Yep .. though not sure which has the 20-50 micron pore size
I found one made nearby; however the product description stated that it had a large pore size to allow the flavoursome coffee oils to filter through 🙂. Oh well. Try again.
Coffee isn’t clear.
You can probably find reusable coffee filters at upscale grocery stores. The little GSI pour-over coffee filter would also work and you can use it to make coffee. For those not understanding pre-filtering, it’s for getting the large chunks out before using a real water filter or chemicals.
I’ve tried filtering coffee as a test. Unless you use a paper filter, you’re going to get oils. Generally not a problem with water.
I found my Thermarest sleeping pad bag fits nicely inside of a CNOC water bladder. Overlap it and you can seal it off letting it flow through a water filter. Actually most of the water goes through the seams. Something better can be found. A cotton bag would probably work better. I’ve looked at actual lab filter bags, but haven’t found a source I was happy with. A bandanna is a lot cheaper. A small bag of activated charcoal at the bottom will give you a compound filter, but isn’t necessary and adds a little weight.
This is the info I referenced that was just sent via email
“I use two tricks to pre-filter cloudy water, whether I’m using a chemical method or a squeeze filter method.
The first is a high-quality cotton coffee filter, and the second is a typical cotton bandana. You’ll need an elastic hair tie or 1/8″ shockcord loop as well to secure the fabric over the mouth of a water bottle – this makes it easy to pour cloudy water from another container through these pre-filters into your bottle.
High-end cotton coffee filters have small pore sizes – on the order of 20 to 50 microns (as a frame of reference, paper coffee filters are at the low end of this range).
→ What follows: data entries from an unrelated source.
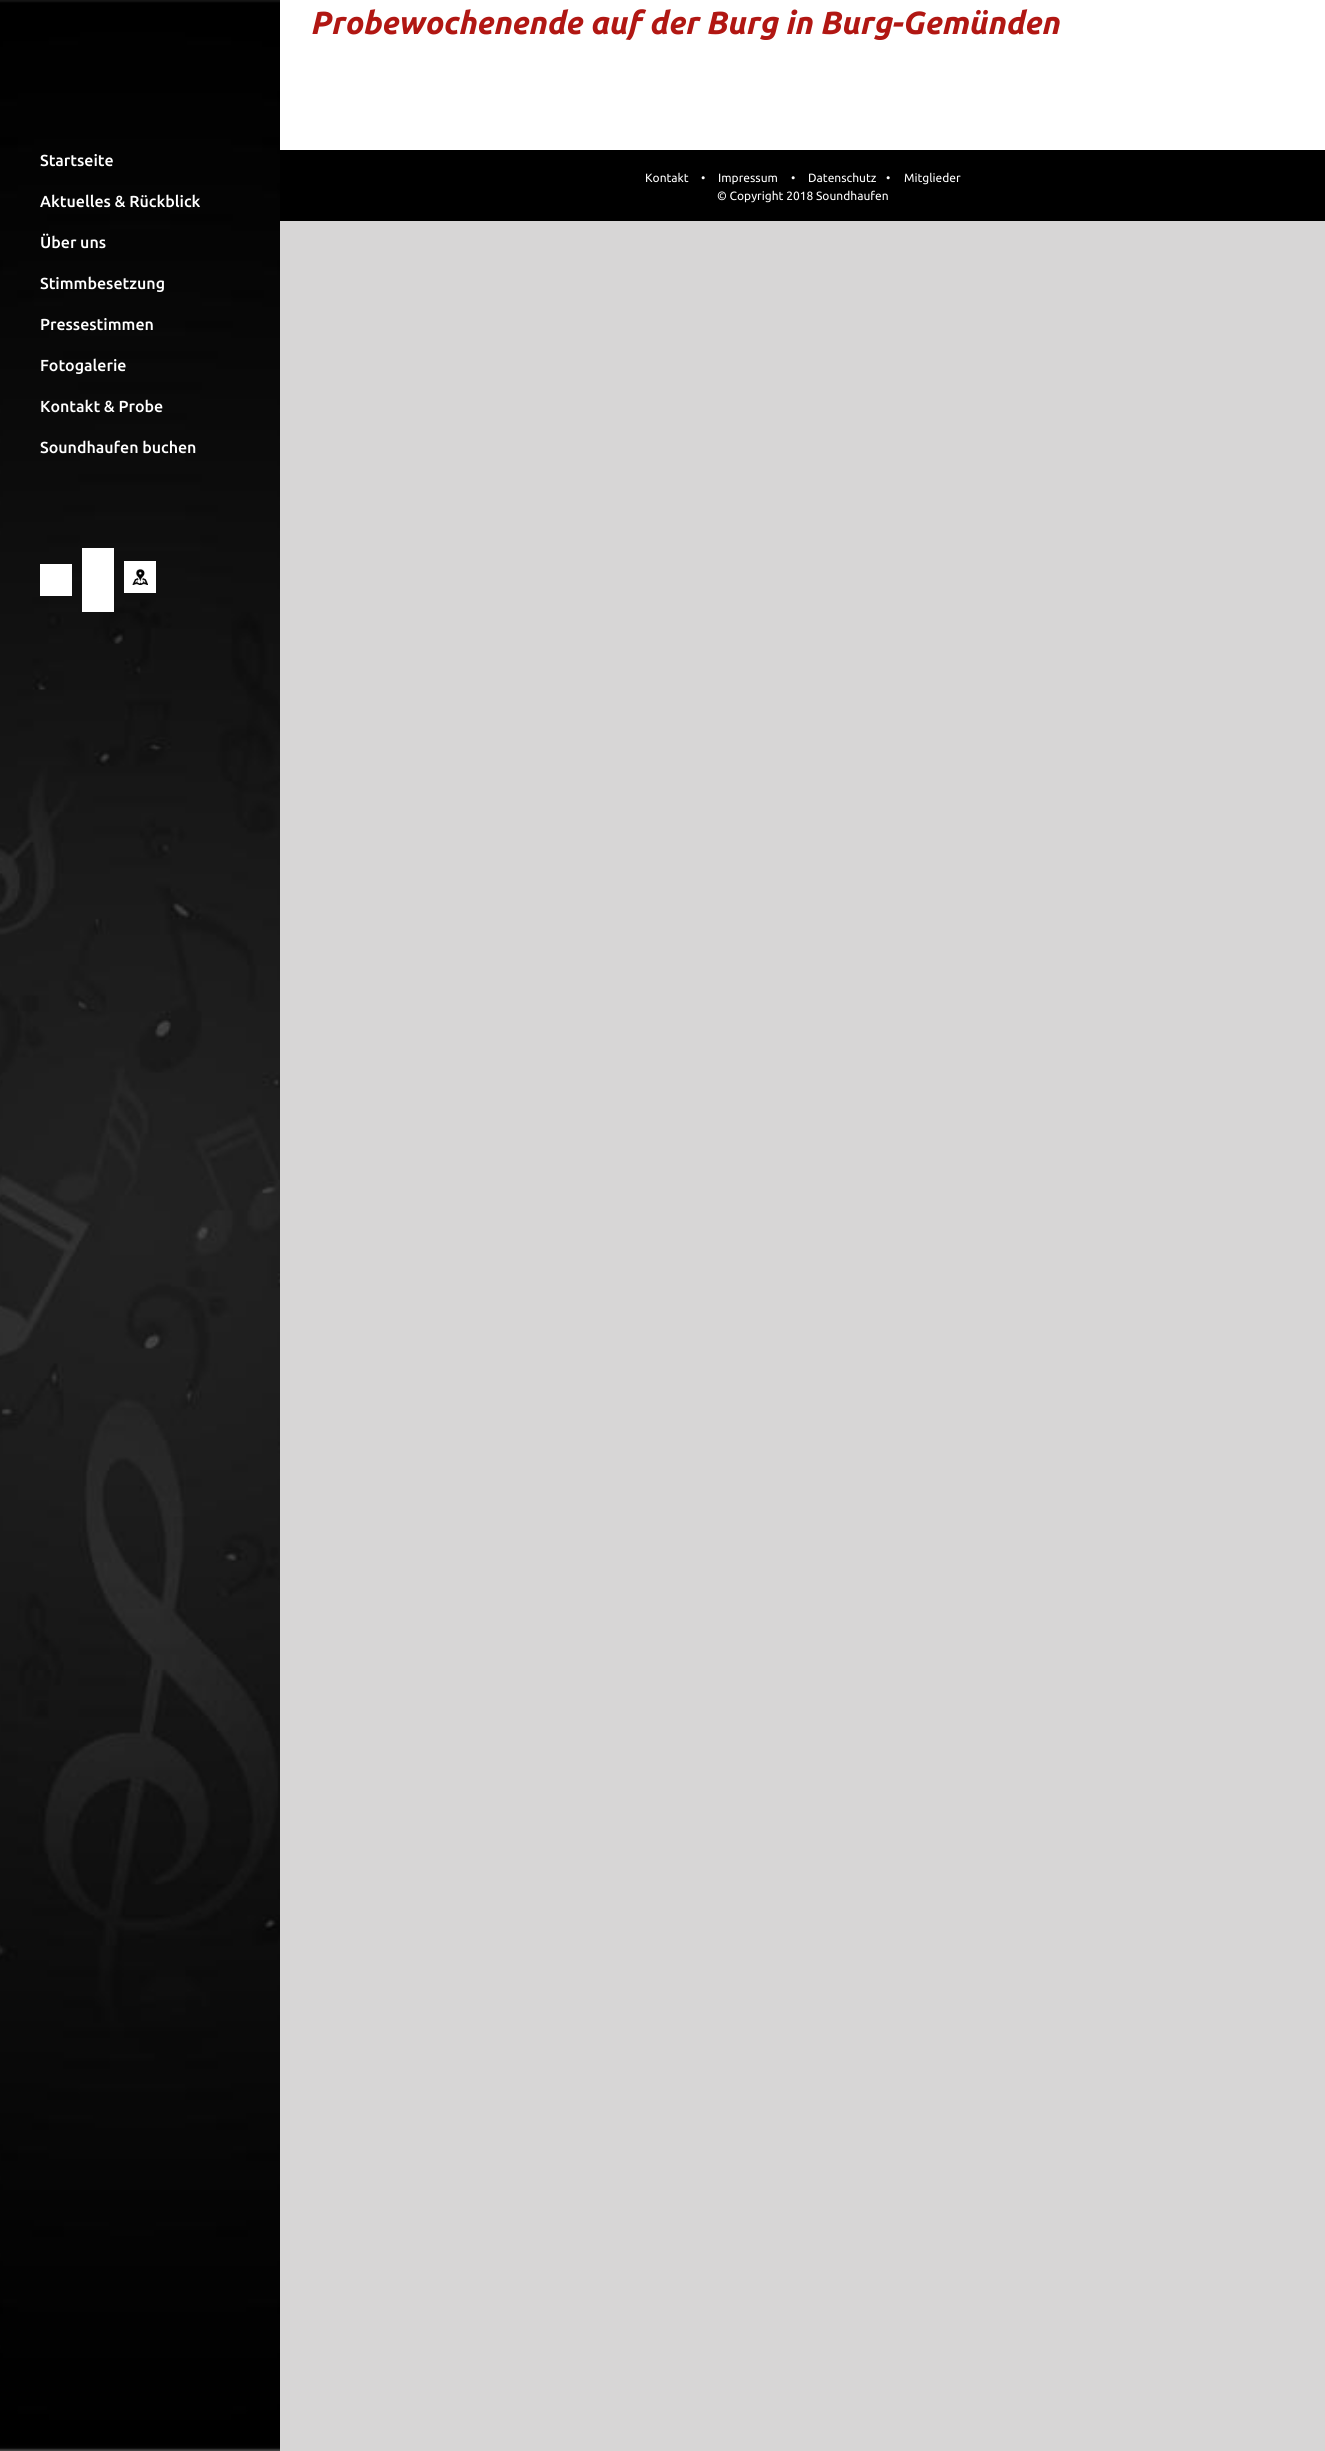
import math
import cairo

surface = cairo.ImageSurface(cairo.FORMAT_RGB24, 1325, 2451)
ctx = cairo.Context(surface)
options = cairo.FontOptions()
options.set_hint_metrics(cairo.HINT_METRICS_OFF)
options.set_hint_style(cairo.HINT_STYLE_NONE)
ctx.set_font_options(options)
ctx.set_miter_limit(4)


def set_color(code):
    ctx.set_source_rgb(*(v / 255 for v in bytes.fromhex(code[-6:])))


def draw_text(x, y, s, family, size, color, bold=False, italic=False):
    ctx.select_font_face(family, cairo.FONT_SLANT_ITALIC if italic else cairo.FONT_SLANT_NORMAL, cairo.FONT_WEIGHT_BOLD if bold else cairo.FONT_WEIGHT_NORMAL)
    ctx.set_font_size(size)
    set_color(color)
    ctx.move_to(x, y)
    ctx.show_text(s)


def fill_rect(x, y, w, h, color):
    set_color(color)
    ctx.rectangle(x, y, w, h)
    ctx.fill()


def draw_image(path, x, y, w, h):
    ctx.save()
    ctx.set_source_surface(cairo.ImageSurface.create_from_png(path), x, y)
    ctx.rectangle(x, y, w, h)
    ctx.fill()
    ctx.restore()


set_color("#d7d6d6")
ctx.paint()
fill_rect(280, 0, 1045, 150, "#ffffff")
draw_text(310, 34, "Probewochenende auf der Burg in Burg-Gemünden", "Ubuntu", 32, "#b11713", bold=True, italic=True)
draw_image("assets/img1.png", 0, 0, 280, 2451)
draw_text(40, 166, "Startseite", "Ubuntu Medium", 16, "#ffffff")
draw_text(40, 207, "Aktuelles & Rückblick", "Ubuntu Medium", 16, "#ffffff")
draw_text(40, 248, "Über uns", "Ubuntu Medium", 16, "#ffffff")
draw_text(40, 289, "Stimmbesetzung", "Ubuntu Medium", 16, "#ffffff")
draw_text(40, 330, "Pressestimmen", "Ubuntu Medium", 16, "#ffffff")
draw_text(40, 371, "Fotogalerie", "Ubuntu Medium", 16, "#ffffff")
draw_text(40, 412, "Kontakt & Probe", "Ubuntu Medium", 16, "#ffffff")
draw_text(40, 453, "Soundhaufen buchen", "Ubuntu Medium", 16, "#ffffff")
fill_rect(40, 564, 32, 32, "#ffffff")
fill_rect(82, 548, 32, 64, "#ffffff")
fill_rect(124, 561, 32, 32, "#ffffff")
draw_image("assets/img2.png", 132, 569, 16, 16)
fill_rect(280, 150, 1045, 71, "#000000")
draw_text(645, 182, "Kontakt", "Ubuntu", 12, "#ffffff")
draw_text(701, 182, "•", "Ubuntu", 12, "#ffffff")
draw_text(718, 182, "Impressum", "Ubuntu", 12, "#ffffff")
draw_text(791, 182, "•", "Ubuntu", 12, "#ffffff")
draw_text(808, 182, "Datenschutz", "Ubuntu", 12, "#ffffff")
draw_text(886, 182, "•", "Ubuntu", 12, "#ffffff")
draw_text(904, 182, "Mitglieder", "Ubuntu", 12, "#ffffff")
draw_text(717, 200, "© Copyright 2018 Soundhaufen", "Ubuntu", 12, "#ffffff")
surface.write_to_png("output.png")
They can effectively filter out particles about 1/5 of the diameter of those pores – 4 to 10 microns – the size of typical silt particles found in spring runoff.
Bandanas, on the other hand, typically have pore sizes in the range of 50 to 100+ microns. They’re not very effective at filtering fine silts and clays that you’ll find in some runoff regions. However, they are very effective at filtering out the larger organic (char) debris found in the mud flows of runoff from wildfire burn scars.”